One of the most depressing aspects of all the talk about Israel or the United States destroying Iran's nuclear facilities (and much else besides, no doubt) is the near absence of any reference to international law. Even so distinguished an expert as Anthony Cordesman seems to take it for granted that there will be no legal impediment to the US attacking Iran if a credible threat of an attack fails to intimidate Iran into making the concessions required to pacify Israel.

In my country, Britain, on February 20, 2012, members of the House of Commons spent five hours debating whether the use of force against Iran would be "productive" without dwelling more than cursorily on the legal aspects of the question.

How is one to account for this blind spot? Are ignorance and oversight to blame, or has respect for international law gone out of fashion?
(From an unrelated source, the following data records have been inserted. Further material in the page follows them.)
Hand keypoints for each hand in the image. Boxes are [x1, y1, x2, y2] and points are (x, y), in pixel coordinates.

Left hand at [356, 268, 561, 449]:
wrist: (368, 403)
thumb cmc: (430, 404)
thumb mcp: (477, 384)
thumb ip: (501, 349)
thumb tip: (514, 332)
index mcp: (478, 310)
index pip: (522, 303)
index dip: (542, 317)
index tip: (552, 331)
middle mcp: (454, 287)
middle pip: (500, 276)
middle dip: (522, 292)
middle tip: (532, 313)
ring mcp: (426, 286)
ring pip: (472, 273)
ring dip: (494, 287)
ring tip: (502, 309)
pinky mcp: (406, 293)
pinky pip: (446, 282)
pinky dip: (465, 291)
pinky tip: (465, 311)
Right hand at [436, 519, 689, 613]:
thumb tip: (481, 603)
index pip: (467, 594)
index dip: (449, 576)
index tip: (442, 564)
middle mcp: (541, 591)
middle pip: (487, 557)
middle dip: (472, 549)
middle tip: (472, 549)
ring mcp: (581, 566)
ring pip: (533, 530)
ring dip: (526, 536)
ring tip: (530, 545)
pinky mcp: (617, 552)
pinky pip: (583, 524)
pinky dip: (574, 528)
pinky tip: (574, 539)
It's hard to believe that anyone who has policy-making responsibilities that involve other states, or who takes a professional interest in such policy-making, can be unaware of what the bed-rock of the post-1945 international system has to say about war-making. The United Nations Charter was drafted to be understood by a much wider readership than international law-focused lawyers. Paragraphs 3 and 4 of Article 2 of the Charter could hardly be clearer:

3. All Members shall settle their international disputes by peaceful means in such a manner that international peace and security and justice are not endangered.
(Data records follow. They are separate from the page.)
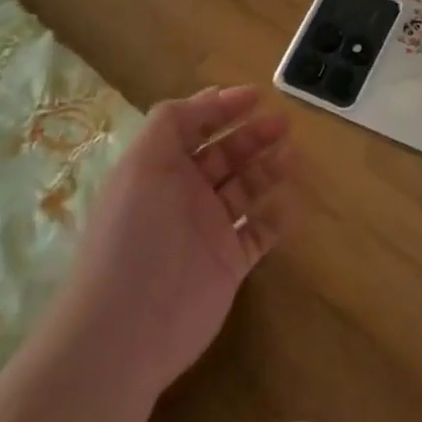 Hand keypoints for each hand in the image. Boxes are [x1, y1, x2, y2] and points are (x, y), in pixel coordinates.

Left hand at [63, 85, 297, 397]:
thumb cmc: (137, 231)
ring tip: (294, 155)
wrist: (128, 326)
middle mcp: (183, 194)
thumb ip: (171, 122)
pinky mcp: (228, 264)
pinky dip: (275, 219)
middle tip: (284, 123)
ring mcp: (207, 230)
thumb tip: (207, 98)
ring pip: (244, 190)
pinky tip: (291, 204)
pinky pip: (257, 234)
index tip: (257, 95)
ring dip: (268, 169)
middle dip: (252, 135)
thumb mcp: (144, 161)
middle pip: (224, 155)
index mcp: (159, 168)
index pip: (192, 128)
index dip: (221, 109)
4. All Members shall refrain in their international relations from the threat or use of force against the territorial integrity or political independence of any other state, or in any other manner inconsistent with the Purposes of the United Nations.
Read in conjunction with Article 1, which spells out the Purposes of the UN, and Articles 39 to 50, which detail how the Security Council should react to "Threats to the Peace, Breaches of the Peace and Acts of Aggression", these paragraphs suggest that the use of force by one state against another state is only lawful if the Security Council authorizes it.

An exception to this rule can be found in Article 51 of the Charter: the right of self-defense if an armed attack occurs against a member. But this is irrelevant to the Iranian nuclear dispute at the present juncture, for reasons set out most recently by Dan Joyner.

These points are so easily understood, and so clearly central to any proposal to attack Iran for its nuclear activities, that ignorance and oversight can hardly explain their widespread absence from the public debate, or the conspicuous failure of Western politicians to inject a reminder of the legal dimension into that debate.

My sense is that one must look elsewhere for an explanation: foreign policy communities in the US, Israel and the United Kingdom have lost sight of the importance of upholding international law to preserve the post-1945 international system, which underpins Western security and prosperity. They have reverted to the belief in Realpolitik of an earlier age: state military power is a legitimate instrument for resolving disputes.

I am reminded of one of the most striking episodes in Thucydides' History of the Peloponnesian War: the Athenian extinction of Melos - the men massacred, the women and children sold into slavery - because the people of Melos refused to submit to Athenian demands. (At one point the Athenian delegates say: "You know as well as we do that justice is only at issue between equals in power; the strong do what they can and the weak suffer what they must".)

Thucydides saw this cruel, disproportionate act as the moment at which 5th-century BC Athens succumbed to hubris. Drawing on an idea familiar to the Classical tragedians, Thucydides implies that it was this act that triggered the misfortunes that reduced Athens to a has-been within 12 years.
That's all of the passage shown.